Continuous Outbound Freight Movement
For GST purposes, the transportation of corporeal movable property (also called “tangible personal property”) by one or more carriers from a place in Canada to a place outside Canada, or to another place in Canada from which the property is to be exported. After the shipper transfers possession of the property to the carrier and before the property is exported, the property must not be further processed, transformed or altered in Canada, except to the extent reasonably necessary for its transportation.
For example, it may be necessary to freeze goods to ensure they arrive at their destination in usable condition, or to disassemble or pack items at a port to prevent in-transit damage. In each of these instances, the transformation or alteration of the goods is considered necessary for their transportation and, therefore, does not prevent the transportation service supplied in Canada from qualifying as part of a continuous outbound freight movement.

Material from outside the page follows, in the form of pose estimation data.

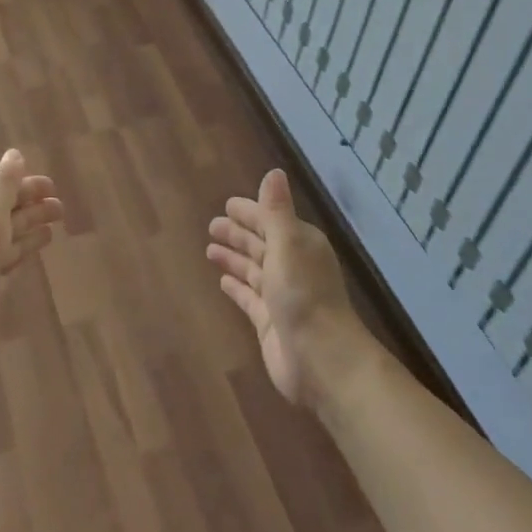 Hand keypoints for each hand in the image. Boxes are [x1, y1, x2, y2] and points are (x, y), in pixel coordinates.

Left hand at [0, 149, 62, 360]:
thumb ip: (4, 182)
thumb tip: (14, 153)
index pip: (6, 189)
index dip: (29, 187)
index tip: (53, 187)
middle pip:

However, where a shipment of iron ore is made in Canada to a steel manufacturer that subsequently exports the steel produced from the ore, the transformation of the iron ore into steel is not necessary for its transportation. Therefore, the transportation service supplied in respect of the iron ore is subject to tax because it is not considered part of a continuous outbound freight movement.
This definition also holds under the QST system, with the following substitutions: “Québec” for “Canada” and “taken or shipped outside Québec” for “exported.”